Exactly the lines below starting at the line with "index tip: (112, 102)" and ending at the line with "index pip: (206, 114)" are wanted, with both ends included. Leave out the pictures and add no other lines.

──────── THE RECORDS

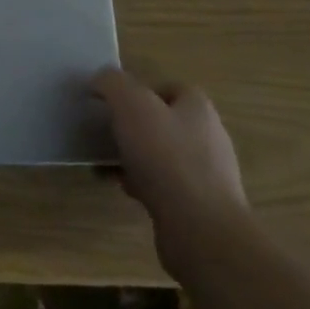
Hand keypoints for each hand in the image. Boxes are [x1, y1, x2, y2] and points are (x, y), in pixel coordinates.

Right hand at [94, 68, 248, 276]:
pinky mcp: (198, 205)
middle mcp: (208, 137)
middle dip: (133, 125)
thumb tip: (101, 79)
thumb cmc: (166, 157)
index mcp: (198, 109)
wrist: (200, 229)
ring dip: (134, 156)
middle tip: (105, 130)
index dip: (140, 90)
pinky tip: (122, 187)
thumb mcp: (132, 105)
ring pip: (161, 155)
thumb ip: (113, 84)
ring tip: (106, 161)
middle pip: (164, 122)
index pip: (171, 87)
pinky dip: (141, 183)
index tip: (112, 102)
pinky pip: (163, 185)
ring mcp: (206, 174)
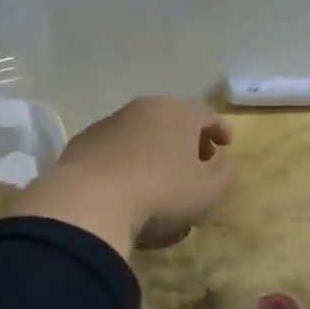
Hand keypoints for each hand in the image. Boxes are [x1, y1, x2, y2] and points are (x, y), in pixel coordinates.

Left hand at [18, 97, 233, 253]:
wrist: (89, 200)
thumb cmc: (160, 193)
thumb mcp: (209, 191)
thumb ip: (224, 172)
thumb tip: (221, 161)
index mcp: (179, 113)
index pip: (206, 114)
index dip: (219, 130)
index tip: (225, 146)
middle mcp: (145, 108)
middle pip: (173, 118)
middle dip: (186, 138)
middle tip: (194, 161)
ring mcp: (111, 121)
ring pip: (142, 130)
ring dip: (154, 147)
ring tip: (158, 175)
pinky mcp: (84, 140)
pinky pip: (115, 146)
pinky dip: (126, 158)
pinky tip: (125, 182)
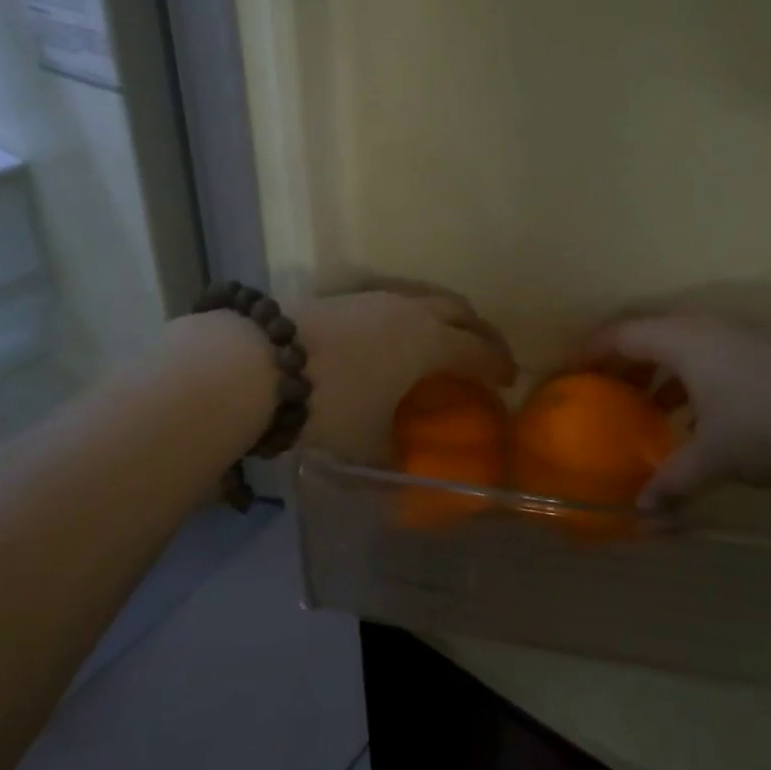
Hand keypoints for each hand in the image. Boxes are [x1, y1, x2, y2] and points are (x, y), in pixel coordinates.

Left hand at [296, 288, 516, 464]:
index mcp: (429, 341)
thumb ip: (393, 455)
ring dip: (444, 318)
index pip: (477, 349)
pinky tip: (394, 337)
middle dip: (479, 331)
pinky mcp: (344, 296)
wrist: (261, 362)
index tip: (508, 379)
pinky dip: (411, 316)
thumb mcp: (367, 440)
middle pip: (460, 310)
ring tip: (443, 342)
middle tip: (487, 354)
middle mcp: (409, 310)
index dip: (497, 364)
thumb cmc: (333, 403)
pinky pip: (395, 301)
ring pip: (425, 299)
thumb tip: (404, 473)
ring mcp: (375, 298)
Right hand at [591, 314, 770, 509]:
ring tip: (644, 408)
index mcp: (681, 338)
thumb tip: (643, 513)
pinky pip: (708, 356)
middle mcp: (705, 326)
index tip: (568, 374)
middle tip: (600, 390)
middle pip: (646, 333)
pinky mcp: (765, 350)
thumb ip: (672, 481)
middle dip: (620, 361)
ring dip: (657, 372)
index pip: (619, 333)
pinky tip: (696, 419)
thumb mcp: (716, 457)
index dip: (588, 351)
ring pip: (681, 345)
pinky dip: (689, 380)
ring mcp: (739, 334)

────────────────

ANSWER:
index tip: (112, 102)
pinky pip: (163, 185)
ring mcp: (206, 174)
Hand keypoints for each hand in the image. Boxes are [x1, y1, x2, y2] and points are (x, y), in pixel coordinates.

Left hand at [18, 97, 233, 253]:
wrist: (89, 200)
thumb cmc: (160, 193)
thumb mcp: (209, 191)
thumb ip: (224, 172)
thumb tip: (221, 161)
index mcp: (179, 113)
index pip: (206, 114)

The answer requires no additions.